[Stored items]

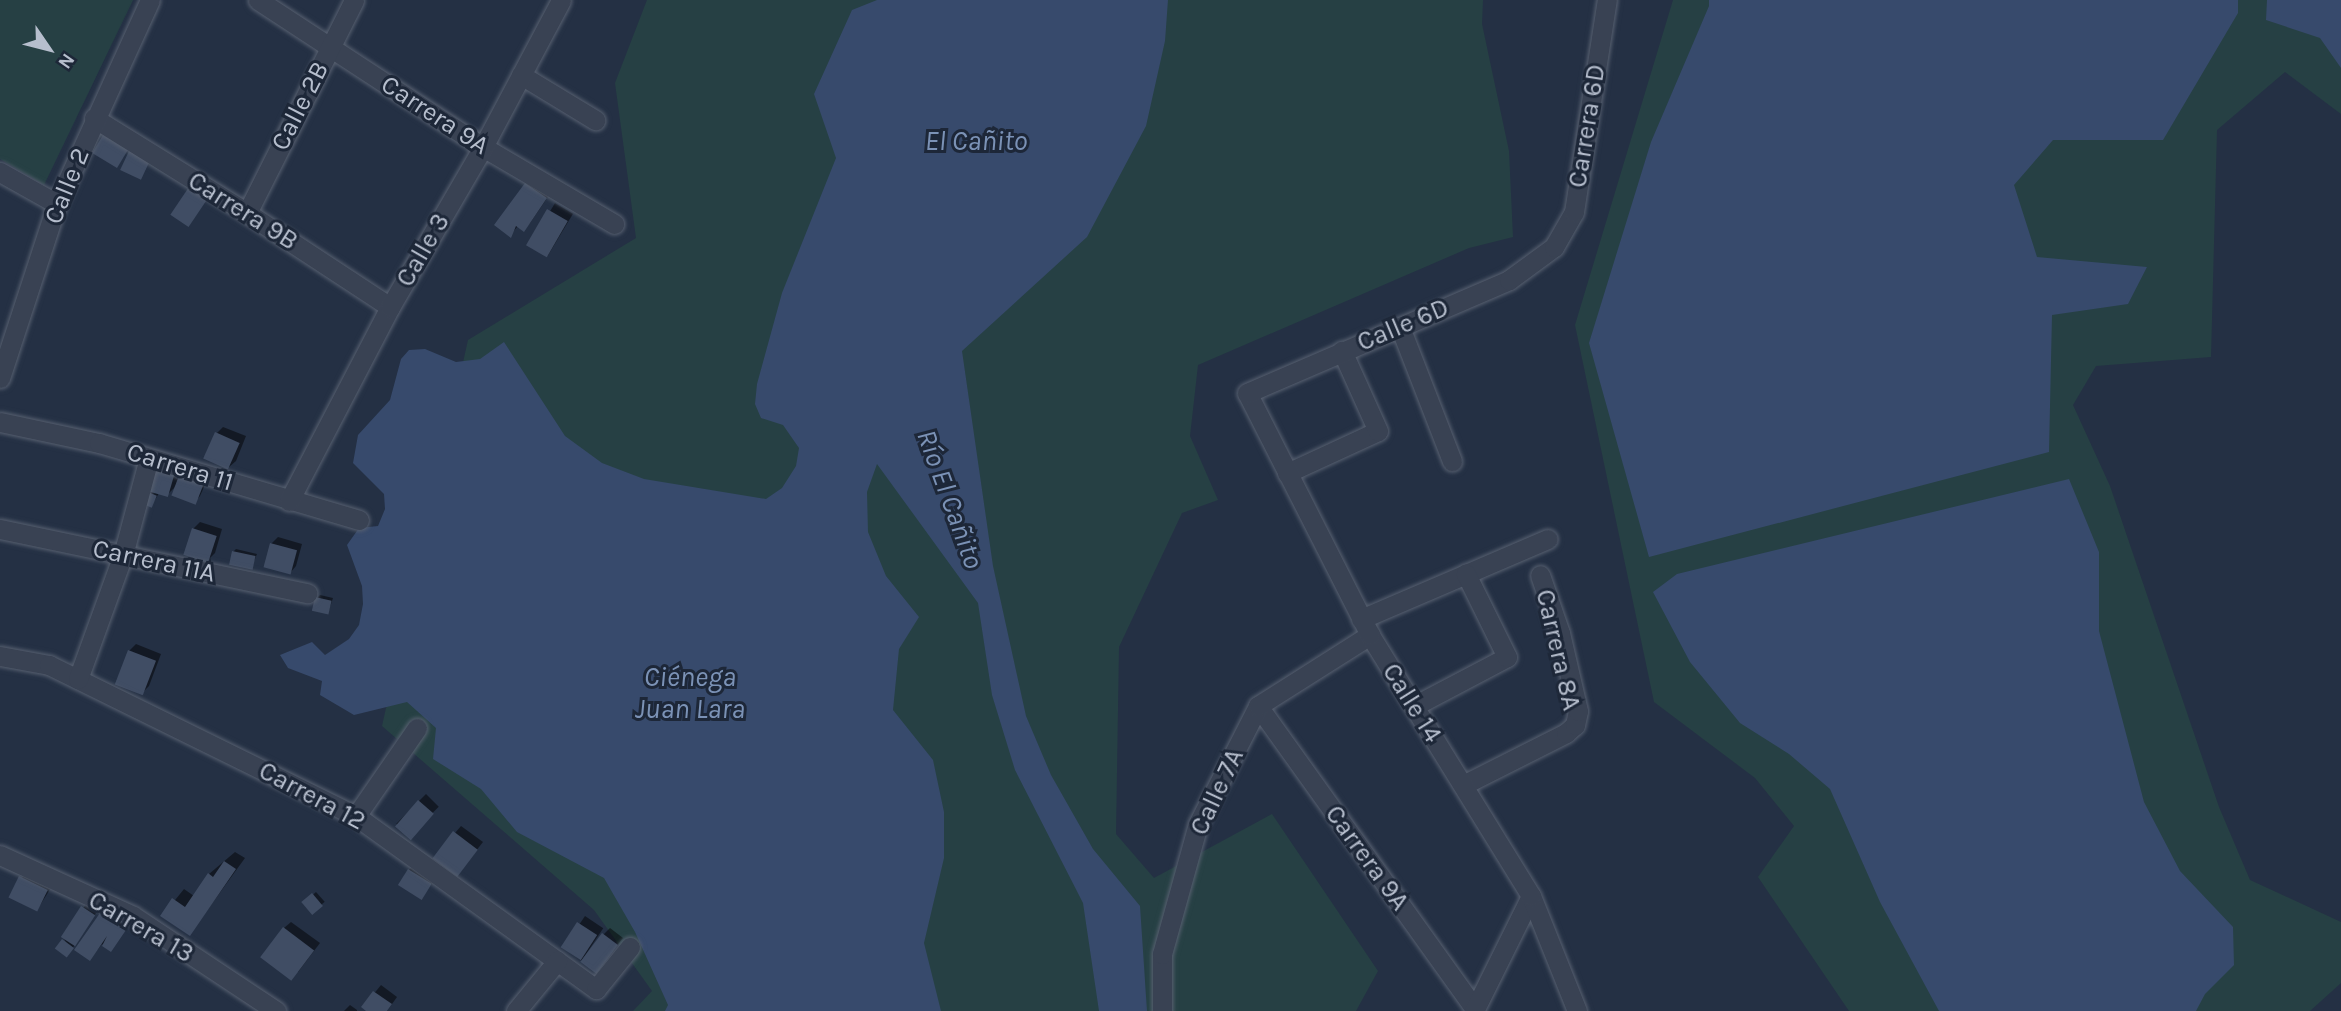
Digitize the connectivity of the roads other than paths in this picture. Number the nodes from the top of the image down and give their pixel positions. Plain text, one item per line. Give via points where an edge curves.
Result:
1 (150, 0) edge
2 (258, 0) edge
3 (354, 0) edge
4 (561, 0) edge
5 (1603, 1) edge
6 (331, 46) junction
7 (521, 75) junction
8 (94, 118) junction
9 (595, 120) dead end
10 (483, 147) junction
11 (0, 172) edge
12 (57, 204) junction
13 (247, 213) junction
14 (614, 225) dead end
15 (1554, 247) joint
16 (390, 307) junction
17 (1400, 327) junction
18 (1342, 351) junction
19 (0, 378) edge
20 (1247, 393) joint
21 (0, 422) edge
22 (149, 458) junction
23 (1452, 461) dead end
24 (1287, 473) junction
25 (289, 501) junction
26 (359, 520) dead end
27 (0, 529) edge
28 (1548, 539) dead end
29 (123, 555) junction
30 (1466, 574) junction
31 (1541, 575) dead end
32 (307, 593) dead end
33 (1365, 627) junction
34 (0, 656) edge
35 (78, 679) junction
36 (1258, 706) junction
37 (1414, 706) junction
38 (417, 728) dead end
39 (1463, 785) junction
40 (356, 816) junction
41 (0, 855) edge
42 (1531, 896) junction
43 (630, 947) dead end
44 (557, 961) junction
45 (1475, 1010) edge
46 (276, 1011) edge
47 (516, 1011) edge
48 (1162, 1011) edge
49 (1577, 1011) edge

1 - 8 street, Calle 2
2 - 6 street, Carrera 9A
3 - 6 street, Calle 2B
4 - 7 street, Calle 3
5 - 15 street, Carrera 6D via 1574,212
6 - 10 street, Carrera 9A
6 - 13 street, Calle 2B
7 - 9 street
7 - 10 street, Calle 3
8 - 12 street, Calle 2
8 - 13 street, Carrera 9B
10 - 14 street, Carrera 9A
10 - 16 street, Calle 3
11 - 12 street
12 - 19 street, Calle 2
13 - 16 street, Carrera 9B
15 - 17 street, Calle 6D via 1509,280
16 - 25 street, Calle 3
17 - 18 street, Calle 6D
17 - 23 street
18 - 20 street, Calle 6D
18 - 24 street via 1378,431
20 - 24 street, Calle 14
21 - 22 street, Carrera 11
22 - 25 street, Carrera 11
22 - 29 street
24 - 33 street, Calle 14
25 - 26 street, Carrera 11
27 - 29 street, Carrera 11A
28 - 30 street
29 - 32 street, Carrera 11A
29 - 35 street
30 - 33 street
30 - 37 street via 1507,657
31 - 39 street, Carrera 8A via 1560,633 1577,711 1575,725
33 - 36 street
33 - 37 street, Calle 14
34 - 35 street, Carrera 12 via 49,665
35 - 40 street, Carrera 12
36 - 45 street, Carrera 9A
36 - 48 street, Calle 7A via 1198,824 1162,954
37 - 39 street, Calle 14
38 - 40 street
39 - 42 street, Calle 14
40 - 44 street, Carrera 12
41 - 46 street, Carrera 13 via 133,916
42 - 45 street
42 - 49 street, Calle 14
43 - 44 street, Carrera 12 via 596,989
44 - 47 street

#### WHAT YOU WILL DO:
Write every entry out again exactly, dropping the pictures.

#### ANSWER FOR THE TASK:
Digitize the connectivity of the roads other than paths in this picture. Number the nodes from the top of the image down and give their pixel positions. Plain text, one item per line. Give via points where an edge curves.
Result:
1 (150, 0) edge
2 (258, 0) edge
3 (354, 0) edge
4 (561, 0) edge
5 (1603, 1) edge
6 (331, 46) junction
7 (521, 75) junction
8 (94, 118) junction
9 (595, 120) dead end
10 (483, 147) junction
11 (0, 172) edge
12 (57, 204) junction
13 (247, 213) junction
14 (614, 225) dead end
15 (1554, 247) joint
16 (390, 307) junction
17 (1400, 327) junction
18 (1342, 351) junction
19 (0, 378) edge
20 (1247, 393) joint
21 (0, 422) edge
22 (149, 458) junction
23 (1452, 461) dead end
24 (1287, 473) junction
25 (289, 501) junction
26 (359, 520) dead end
27 (0, 529) edge
28 (1548, 539) dead end
29 (123, 555) junction
30 (1466, 574) junction
31 (1541, 575) dead end
32 (307, 593) dead end
33 (1365, 627) junction
34 (0, 656) edge
35 (78, 679) junction
36 (1258, 706) junction
37 (1414, 706) junction
38 (417, 728) dead end
39 (1463, 785) junction
40 (356, 816) junction
41 (0, 855) edge
42 (1531, 896) junction
43 (630, 947) dead end
44 (557, 961) junction
45 (1475, 1010) edge
46 (276, 1011) edge
47 (516, 1011) edge
48 (1162, 1011) edge
49 (1577, 1011) edge

1 - 8 street, Calle 2
2 - 6 street, Carrera 9A
3 - 6 street, Calle 2B
4 - 7 street, Calle 3
5 - 15 street, Carrera 6D via 1574,212
6 - 10 street, Carrera 9A
6 - 13 street, Calle 2B
7 - 9 street
7 - 10 street, Calle 3
8 - 12 street, Calle 2
8 - 13 street, Carrera 9B
10 - 14 street, Carrera 9A
10 - 16 street, Calle 3
11 - 12 street
12 - 19 street, Calle 2
13 - 16 street, Carrera 9B
15 - 17 street, Calle 6D via 1509,280
16 - 25 street, Calle 3
17 - 18 street, Calle 6D
17 - 23 street
18 - 20 street, Calle 6D
18 - 24 street via 1378,431
20 - 24 street, Calle 14
21 - 22 street, Carrera 11
22 - 25 street, Carrera 11
22 - 29 street
24 - 33 street, Calle 14
25 - 26 street, Carrera 11
27 - 29 street, Carrera 11A
28 - 30 street
29 - 32 street, Carrera 11A
29 - 35 street
30 - 33 street
30 - 37 street via 1507,657
31 - 39 street, Carrera 8A via 1560,633 1577,711 1575,725
33 - 36 street
33 - 37 street, Calle 14
34 - 35 street, Carrera 12 via 49,665
35 - 40 street, Carrera 12
36 - 45 street, Carrera 9A
36 - 48 street, Calle 7A via 1198,824 1162,954
37 - 39 street, Calle 14
38 - 40 street
39 - 42 street, Calle 14
40 - 44 street, Carrera 12
41 - 46 street, Carrera 13 via 133,916
42 - 45 street
42 - 49 street, Calle 14
43 - 44 street, Carrera 12 via 596,989
44 - 47 street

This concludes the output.